Ich will in aller Not de Daniel Eberlin est ici enregistrée pour la première fois. Tout comme la précédente cantate elle comporte de magnifiques parties virtuoses pour le violon, à commencer par l'agilité stupéfiante requise dans la sonate introductive, ainsi que dans celle qui tournoie, lancinante, avant la troisième strophe. La partie de chant est confiée à Jorge Navarro Colorado, que nous avions entendu l'an dernier dans le rôle de Berengario du Lotario de Haendel à Göttingen (lire notre compte-rendu). Le jeune ténor espagnol s'en acquitte avec une diction allemande précise et assurée. Son timbre chaleureux lance avec aisance des aigus rayonnants, tandis que son expressivité nous emmène de la courte détresse initiale vers une foi proclamée qui débouche sur l'apaisement final (Drum wenn mich Jesus deckt), appuyé par l'orgue et progressivement enveloppé par le violon.

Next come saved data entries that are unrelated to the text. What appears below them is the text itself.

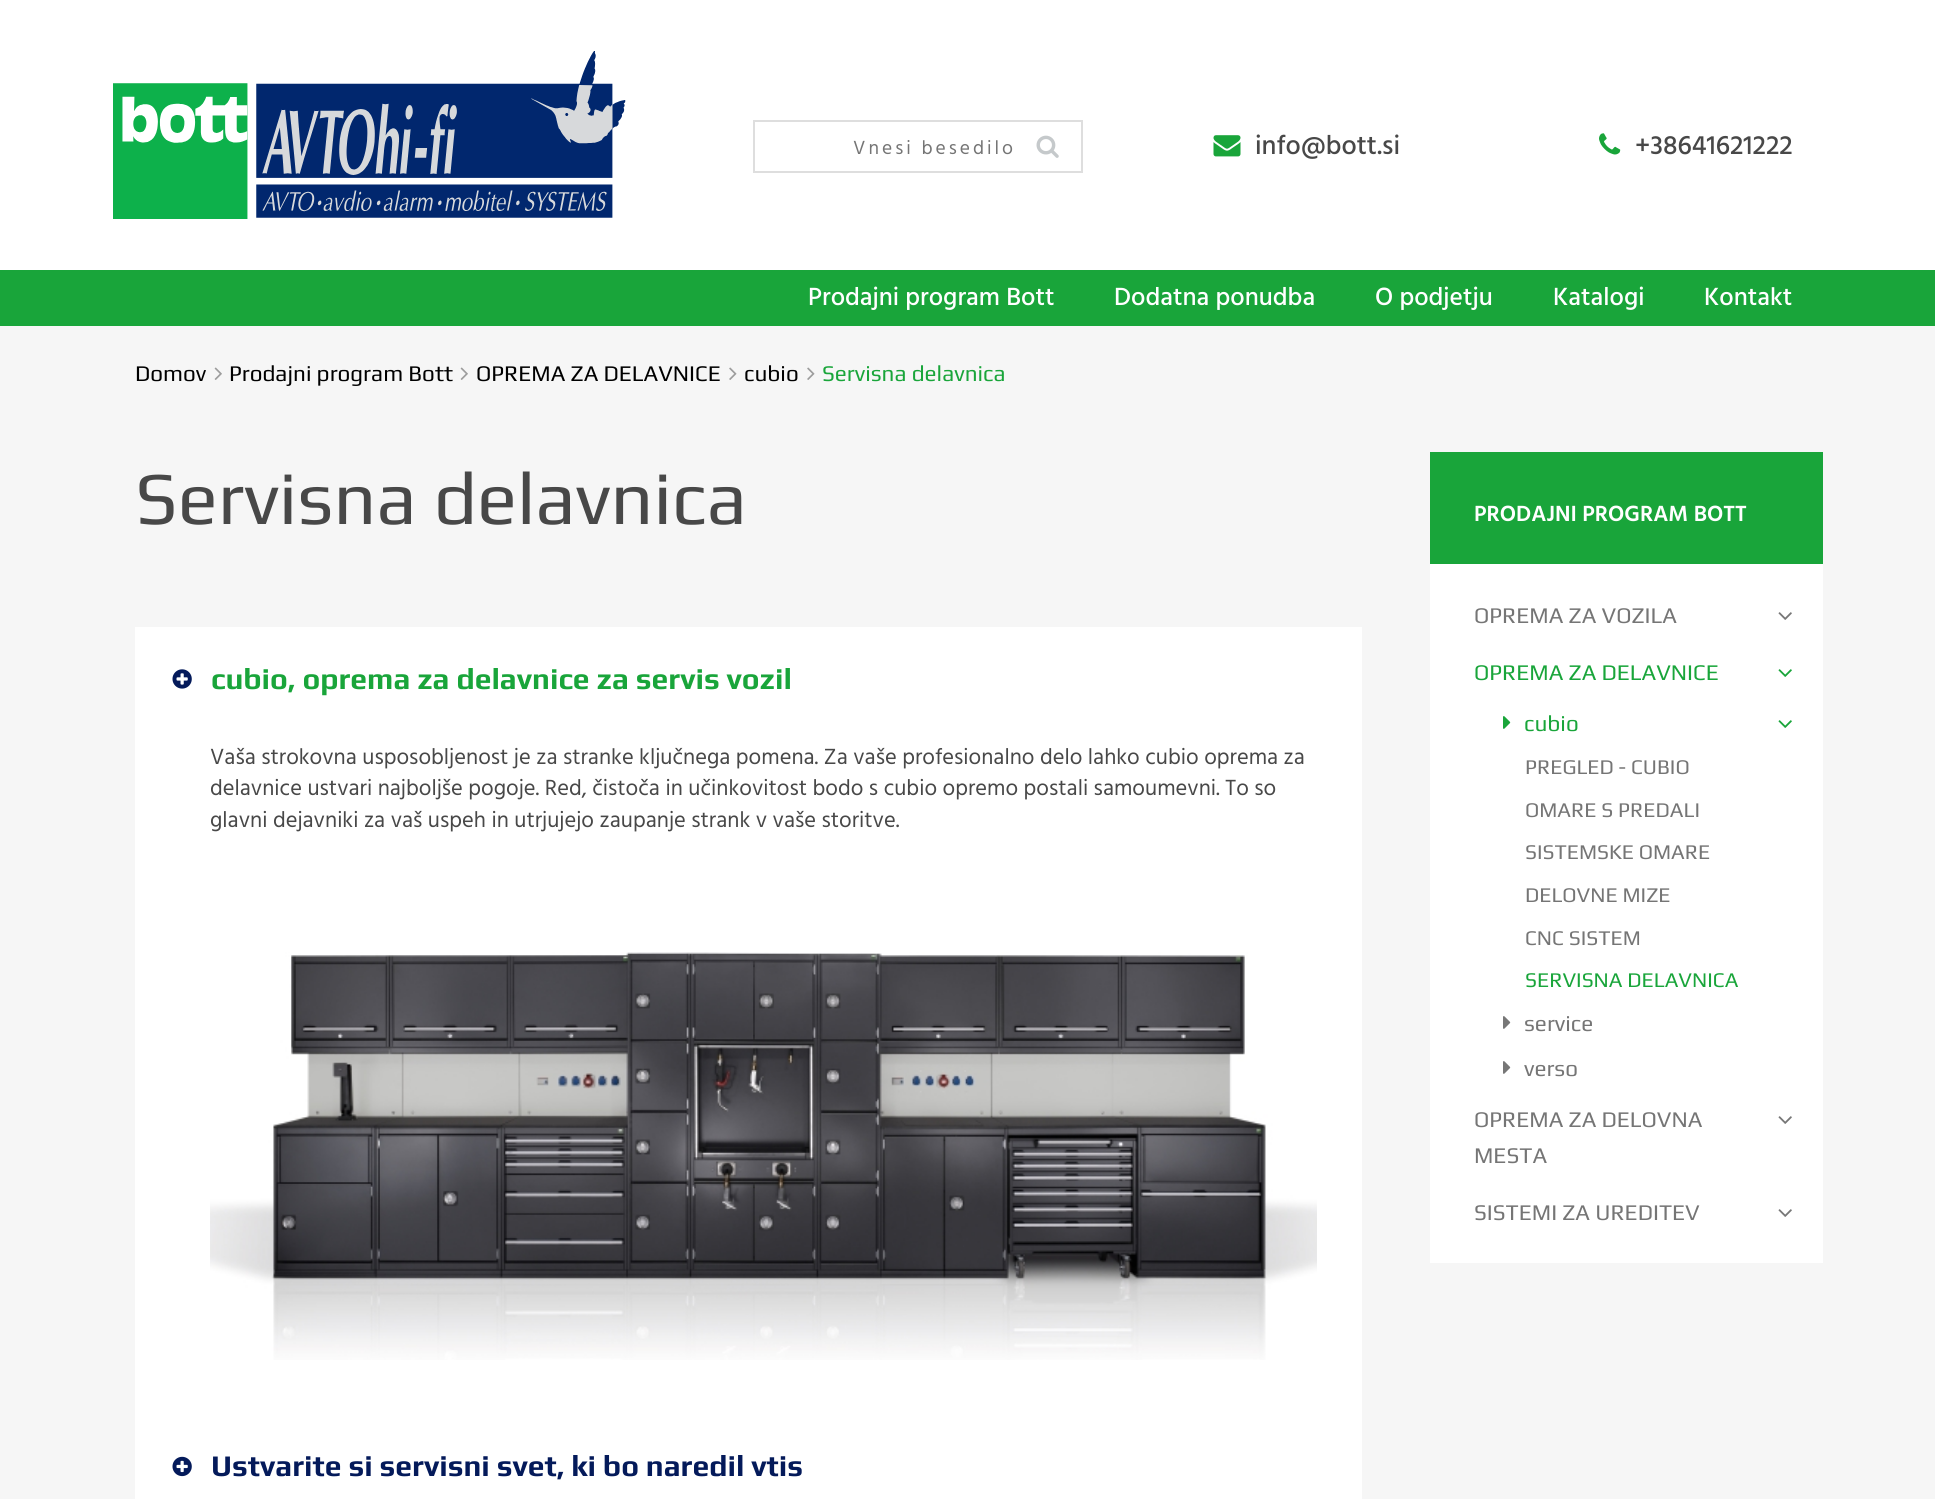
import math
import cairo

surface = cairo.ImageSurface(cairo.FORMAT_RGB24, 1935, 1499)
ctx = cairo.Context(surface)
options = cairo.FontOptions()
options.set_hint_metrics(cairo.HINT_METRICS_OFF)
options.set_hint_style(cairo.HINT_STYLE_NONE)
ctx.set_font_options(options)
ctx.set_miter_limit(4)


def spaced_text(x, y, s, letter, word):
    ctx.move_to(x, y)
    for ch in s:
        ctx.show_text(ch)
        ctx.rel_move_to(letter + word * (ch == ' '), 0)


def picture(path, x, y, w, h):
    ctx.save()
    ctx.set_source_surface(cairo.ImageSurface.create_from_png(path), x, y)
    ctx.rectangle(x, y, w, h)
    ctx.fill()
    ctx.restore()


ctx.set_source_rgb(0.961, 0.961, 0.961)
ctx.paint()
ctx.set_source_rgb(1, 1, 1)
ctx.rectangle(0, 0, 1935, 270)
ctx.fill()
picture("img1.png", 113, 51, 513, 168)
ctx.rectangle(754, 121, 328, 51)
ctx.set_source_rgb(0.871, 0.871, 0.871)
ctx.stroke()
ctx.select_font_face("Hind")
ctx.set_font_size(19.5)
ctx.set_source_rgb(0.459, 0.459, 0.459)
spaced_text(853, 154, "Vnesi besedilo", 3, 0)
picture("img2.png", 1036, 135, 23, 23)
picture("img3.png", 1213, 135, 28, 22)
ctx.select_font_face("Hind Medium")
ctx.set_font_size(27)
ctx.set_source_rgb(0.282, 0.282, 0.282)
ctx.move_to(1255, 154)
ctx.show_text("info@bott.si")
picture("img4.png", 1599, 133, 22, 22)
ctx.move_to(1635, 154)
ctx.show_text("+38641621222")
ctx.set_source_rgb(0.098, 0.647, 0.227)
ctx.rectangle(0, 270, 1935, 56)
ctx.fill()
ctx.set_font_size(25.5)
ctx.set_source_rgb(1, 1, 1)
ctx.move_to(808, 305)
ctx.show_text("Prodajni program Bott")
ctx.move_to(1114, 305)
ctx.show_text("Dodatna ponudba")
ctx.move_to(1375, 305)
ctx.show_text("O podjetju")
ctx.move_to(1553, 305)
ctx.show_text("Katalogi")
ctx.move_to(1704, 305)
ctx.show_text("Kontakt")
ctx.select_font_face("Play")
ctx.set_font_size(22.5)
ctx.set_source_rgb(0, 0, 0)
ctx.move_to(135, 381)
ctx.show_text("Domov")
picture("img5.png", 214, 367, 8, 13)
ctx.move_to(229, 381)
ctx.show_text("Prodajni program Bott")
picture("img5.png", 460, 367, 8, 13)
ctx.move_to(476, 381)
ctx.show_text("OPREMA ZA DELAVNICE")
picture("img6.png", 729, 367, 8, 13)
ctx.move_to(744, 381)
ctx.show_text("cubio")
picture("img6.png", 807, 367, 8, 13)
ctx.set_source_rgb(0.098, 0.647, 0.227)
ctx.move_to(822, 381)
ctx.show_text("Servisna delavnica")
ctx.set_font_size(75)
ctx.set_source_rgb(0.282, 0.282, 0.282)
ctx.move_to(135, 524)
ctx.show_text("Servisna delavnica")
ctx.set_source_rgb(1, 1, 1)
ctx.rectangle(135, 627, 1227, 872)
ctx.fill()
picture("img7.png", 172, 669, 20, 20)
ctx.select_font_face("Play", cairo.FONT_SLANT_NORMAL, cairo.FONT_WEIGHT_BOLD)
ctx.set_font_size(30)
ctx.set_source_rgb(0.098, 0.647, 0.227)
ctx.move_to(211, 689)
ctx.show_text("cubio, oprema za delavnice za servis vozil")
ctx.select_font_face("Hind")
ctx.set_font_size(22.5)
ctx.set_source_rgb(0.282, 0.282, 0.282)
ctx.move_to(210, 764)
ctx.show_text("Vaša strokovna usposobljenost je za stranke ključnega pomena. Za vaše profesionalno delo lahko cubio oprema za")
ctx.move_to(210, 795)
ctx.show_text("delavnice ustvari najboljše pogoje. Red, čistoča in učinkovitost bodo s cubio opremo postali samoumevni. To so")
ctx.move_to(210, 827)
ctx.show_text("glavni dejavniki za vaš uspeh in utrjujejo zaupanje strank v vaše storitve.")
picture("img8.png", 210, 952, 1107, 408)
picture("img9.png", 172, 1456, 20, 21)
ctx.select_font_face("Play", cairo.FONT_SLANT_NORMAL, cairo.FONT_WEIGHT_BOLD)
ctx.set_font_size(30)
ctx.set_source_rgb(0.016, 0.102, 0.353)
ctx.move_to(211, 1476)
ctx.show_text("Ustvarite si servisni svet, ki bo naredil vtis")
ctx.set_source_rgb(0.098, 0.647, 0.227)
ctx.rectangle(1430, 452, 393, 112)
ctx.fill()
ctx.select_font_face("Hind SemiBold")
ctx.set_font_size(22.5)
ctx.set_source_rgb(1, 1, 1)
ctx.move_to(1474, 521)
ctx.show_text("PRODAJNI PROGRAM BOTT")
ctx.rectangle(1430, 564, 393, 699)
ctx.fill()
ctx.select_font_face("Play")
ctx.set_source_rgb(0.459, 0.459, 0.459)
ctx.move_to(1474, 623)
ctx.show_text("OPREMA ZA VOZILA")
picture("img10.png", 1778, 612, 14, 8)
ctx.set_source_rgb(0.098, 0.647, 0.227)
ctx.move_to(1474, 680)
ctx.show_text("OPREMA ZA DELAVNICE")
picture("img11.png", 1778, 669, 14, 8)
picture("img12.png", 1503, 716, 8, 13)
ctx.move_to(1524, 731)
ctx.show_text("cubio")
picture("img11.png", 1778, 720, 14, 8)
ctx.set_font_size(21)
ctx.set_source_rgb(0.459, 0.459, 0.459)
ctx.move_to(1525, 774)
ctx.show_text("PREGLED - CUBIO")
ctx.move_to(1525, 817)
ctx.show_text("OMARE S PREDALI")
ctx.move_to(1525, 859)
ctx.show_text("SISTEMSKE OMARE")
ctx.move_to(1525, 902)
ctx.show_text("DELOVNE MIZE")
ctx.move_to(1525, 945)
ctx.show_text("CNC SISTEM")
ctx.set_source_rgb(0.098, 0.647, 0.227)
ctx.move_to(1525, 987)
ctx.show_text("SERVISNA DELAVNICA")
picture("img13.png", 1503, 1016, 8, 13)
ctx.set_font_size(22.5)
ctx.set_source_rgb(0.459, 0.459, 0.459)
ctx.move_to(1524, 1031)
ctx.show_text("service")
picture("img13.png", 1503, 1061, 8, 13)
ctx.move_to(1524, 1076)
ctx.show_text("verso")
ctx.move_to(1474, 1127)
ctx.show_text("OPREMA ZA DELOVNA")
ctx.move_to(1474, 1163)
ctx.show_text("MESTA")
picture("img10.png", 1778, 1116, 14, 8)
ctx.move_to(1474, 1220)
ctx.show_text("SISTEMI ZA UREDITEV")
picture("img10.png", 1778, 1209, 14, 8)
surface.write_to_png("page.png")
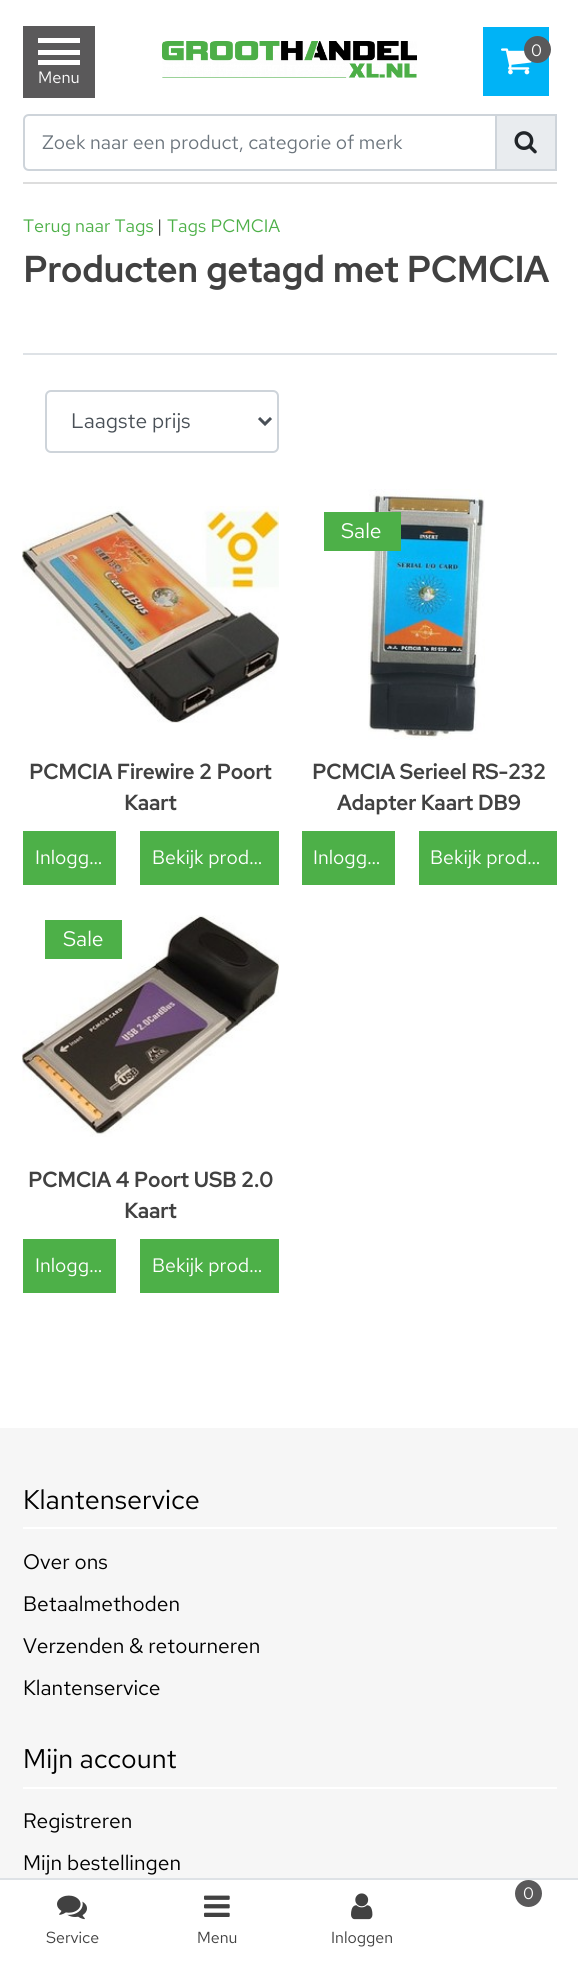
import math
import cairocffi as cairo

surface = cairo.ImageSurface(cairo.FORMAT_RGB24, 578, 1961)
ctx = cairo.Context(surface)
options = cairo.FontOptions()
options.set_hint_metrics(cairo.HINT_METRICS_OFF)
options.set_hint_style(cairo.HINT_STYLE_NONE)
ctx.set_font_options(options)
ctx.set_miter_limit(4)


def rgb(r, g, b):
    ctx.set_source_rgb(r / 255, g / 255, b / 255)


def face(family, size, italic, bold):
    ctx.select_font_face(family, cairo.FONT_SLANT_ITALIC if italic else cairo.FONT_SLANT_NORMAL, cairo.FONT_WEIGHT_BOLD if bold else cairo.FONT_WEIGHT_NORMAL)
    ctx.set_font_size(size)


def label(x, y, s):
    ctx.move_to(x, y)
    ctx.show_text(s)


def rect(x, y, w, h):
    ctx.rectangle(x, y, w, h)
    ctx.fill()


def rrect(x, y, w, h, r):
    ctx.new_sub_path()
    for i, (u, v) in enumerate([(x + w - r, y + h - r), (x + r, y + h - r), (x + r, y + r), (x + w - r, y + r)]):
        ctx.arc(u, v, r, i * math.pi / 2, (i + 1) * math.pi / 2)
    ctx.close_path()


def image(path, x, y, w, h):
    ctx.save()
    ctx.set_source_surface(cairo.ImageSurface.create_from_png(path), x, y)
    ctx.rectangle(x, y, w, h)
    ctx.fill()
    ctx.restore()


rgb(255, 255, 255)
ctx.paint()
image('image0.png', 162, 41, 255, 37)
rgb(0, 179, 246)
rect(483, 27, 66, 69)
image('image1.png', 501, 48, 31, 27)
rgb(90, 89, 90)
ctx.arc(537.5, 49.5, 13.5, 0, 2 * math.pi)
ctx.fill()
face('Red Hat Text', 16.5, 0, 0)
rgb(255, 255, 255)
label(531, 56, '0')
rgb(90, 89, 90)
rect(23, 26, 72, 72)
rgb(255, 255, 255)
rect(38, 38, 42, 5)
rect(38, 50, 42, 5)
rect(38, 60, 42, 5)
label(38, 83, 'Menu')
rgb(233, 236, 239)
ctx.rectangle(496, 115, 60, 55)
ctx.fill_preserve()
rgb(206, 212, 218)
ctx.stroke()
ctx.new_path()
ctx.move_to(29, 115)
ctx.line_to(496, 115)
ctx.line_to(496, 170)
ctx.line_to(29, 170)
ctx.curve_to(26, 170, 24, 168, 24, 165)
ctx.line_to(24, 120)
ctx.curve_to(24, 117, 26, 115, 29, 115)
ctx.close_path()
ctx.stroke()
face('Red Hat Text', 19.5, 0, 0)
rgb(108, 117, 125)
label(42, 149, 'Zoek naar een product, categorie of merk')
image('image2.png', 514, 131, 23, 23)
rgb(221, 221, 221)
rect(23, 182, 534, 2)
face('Red Hat Text', 18, 0, 0)
rgb(77, 176, 72)
label(23, 232, 'Terug naar Tags')
rgb(65, 65, 65)
label(157, 232, '|')
rgb(77, 176, 72)
label(167, 232, 'Tags PCMCIA')
rgb(222, 226, 230)
rect(23, 353, 534, 2)
face('Red Hat Text', 36, 0, 1)
rgb(65, 65, 65)
label(23, 282, 'Producten getagd met PCMCIA')
rrect(46, 391, 232, 61, 5)
rgb(206, 212, 218)
ctx.stroke()
ctx.new_path()
ctx.move_to(259, 418)
ctx.line_to(265, 424)
ctx.line_to(271, 418)
rgb(73, 80, 87)
ctx.set_line_width(3)
ctx.stroke()
face('Red Hat Text', 21, 0, 0)
label(71, 428, 'Laagste prijs')
image('image3.png', 22, 506, 257, 217)
face('Red Hat Text', 21, 0, 1)
rgb(65, 65, 65)
label(29, 779, 'PCMCIA Firewire 2 Poort')
label(124, 810, 'Kaart')
rgb(77, 176, 72)
rect(23, 831, 93, 54)
face('Red Hat Text', 19.5, 0, 0)
rgb(255, 255, 255)
label(35, 864, 'Inlogg…')
rgb(77, 176, 72)
rect(140, 831, 139, 54)
rgb(255, 255, 255)
label(152, 864, 'Bekijk prod…')
image('image4.png', 368, 489, 117, 251)
rgb(77, 176, 72)
rect(324, 512, 77, 39)
face('Red Hat Text', 21, 0, 0)
rgb(255, 255, 255)
label(341, 538, 'Sale')
face('Red Hat Text', 21, 0, 1)
rgb(65, 65, 65)
label(312, 779, 'PCMCIA Serieel RS-232')
label(337, 810, 'Adapter Kaart DB9')
rgb(77, 176, 72)
rect(302, 831, 93, 54)
face('Red Hat Text', 19.5, 0, 0)
rgb(255, 255, 255)
label(313, 864, 'Inlogg…')
rgb(77, 176, 72)
rect(419, 831, 138, 54)
rgb(255, 255, 255)
label(430, 864, 'Bekijk prod…')
image('image5.png', 22, 915, 257, 222)
rgb(77, 176, 72)
rect(45, 920, 77, 39)
face('Red Hat Text', 21, 0, 0)
rgb(255, 255, 255)
label(63, 946, 'Sale')
face('Red Hat Text', 21, 0, 1)
rgb(65, 65, 65)
label(28, 1187, 'PCMCIA 4 Poort USB 2.0')
label(124, 1218, 'Kaart')
rgb(77, 176, 72)
rect(23, 1239, 93, 54)
face('Red Hat Text', 19.5, 0, 0)
rgb(255, 255, 255)
label(35, 1272, 'Inlogg…')
rgb(77, 176, 72)
rect(140, 1239, 139, 54)
rgb(255, 255, 255)
label(152, 1272, 'Bekijk prod…')
rgb(246, 246, 246)
rect(0, 1428, 578, 450)
rgb(255, 255, 255)
rect(23, 1527, 534, 2)
face('Red Hat Text', 27, 0, 0)
rgb(0, 0, 0)
label(23, 1509, 'Klantenservice')
face('Red Hat Text', 21, 0, 0)
label(23, 1569, 'Over ons')
label(23, 1611, 'Betaalmethoden')
label(23, 1653, 'Verzenden & retourneren')
label(23, 1695, 'Klantenservice')
rgb(255, 255, 255)
rect(23, 1787, 534, 2)
face('Red Hat Text', 27, 0, 0)
rgb(0, 0, 0)
label(23, 1768, 'Mijn account')
face('Red Hat Text', 21, 0, 0)
label(23, 1828, 'Registreren')
label(23, 1870, 'Mijn bestellingen')
rgb(222, 226, 230)
rect(0, 1878, 578, 2)
rgb(90, 89, 90)
ctx.new_path()
ctx.arc(528.5, 1893.5, 13.5, 0, 2 * math.pi)
ctx.fill()
face('Red Hat Text', 16.5, 0, 0)
rgb(255, 255, 255)
label(523, 1899, '0')
image('image6.png', 57, 1895, 30, 25)
face('Red Hat Text', 16, 0, 0)
rgb(65, 65, 65)
label(46, 1943, 'Service')
image('image7.png', 204, 1895, 26, 22)
label(197, 1943, 'Menu')
image('image8.png', 351, 1893, 22, 27)
label(331, 1943, 'Inloggen')
surface.write_to_png('render.png')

Ach Herr, wie ist meiner Feinde so viel est la seconde cantate de Pachelbel de ce parcours. Elle décrit de manière très colorée la fuite du roi David hors de son palais, poursuivi par son fils séditieux Absalon. Réfugié avec quelques fidèles sur l'autre rive du Cédron il sollicite l'aide de Dieu dans le chant dit du matin. Après les accords plaintifs et lancinants du violon, la basse se pare de graves profonds et dramatiques pour lancer sa tonnante invocation (Ach Herr). Le violon se mêle intimement au chant dont il souligne la narration, appuyant la proclamation assurée Ich fürchte mich nicht (Je ne crains pas) ou l'énergique apostrophe Auf Herr. Retenons aussi les généreux ornements sur le mot hébreu final Sela.

Nous renouons avec Johann Christoph Bach pour le lamento Ach dass ich Wassers gnug hätte. L'instrumentation riche et complexe des cordes y déploie avec bonheur ses accents dramatiques, et le violon s'y insère régulièrement dans un impressionnant dialogue sonore avec la soprano Andrea Hill. Celle-ci a teinté sa voix d'une pointe d'acidité qui souligne le caractère plaintif d'un texte lentement déclamé, au phrasé admirablement lié par de longs ornements. La reprise est particulièrement bouleversante.

Le Laetatus sum de Biber couronne brillamment ce parcours original. Les premières notes du violon proclament une joie communicative, tandis que se relaient Nahuel Di Pierro et le baryton britannique Christopher Purves. Leurs voix chaleureuses s'enlacent, se répondent dans de superbes duos (en particulier sur le Fiat pax), portés par l'orchestre et relevés par le violon virtuose, qui déploie son étourdissante cantate avant un Gloria final aux ornements tournoyants ! Là aussi cette magnifique interprétation constitue assurément une référence.

Notons aussi que la version téléchargeable de cet enregistrement (disponible sur le site d'Audax : www.audax-records.fr) comporte la cantate Mein Fleisch ist die rechte Speise de Pachelbel, malheureusement non reprise dans le CD, qui tangente déjà les 80 minutes. Mais avec l'Ensemble Diderot et ses solistes le temps semble passer si vite qu'on en redemande...pour notre plus grand plaisir !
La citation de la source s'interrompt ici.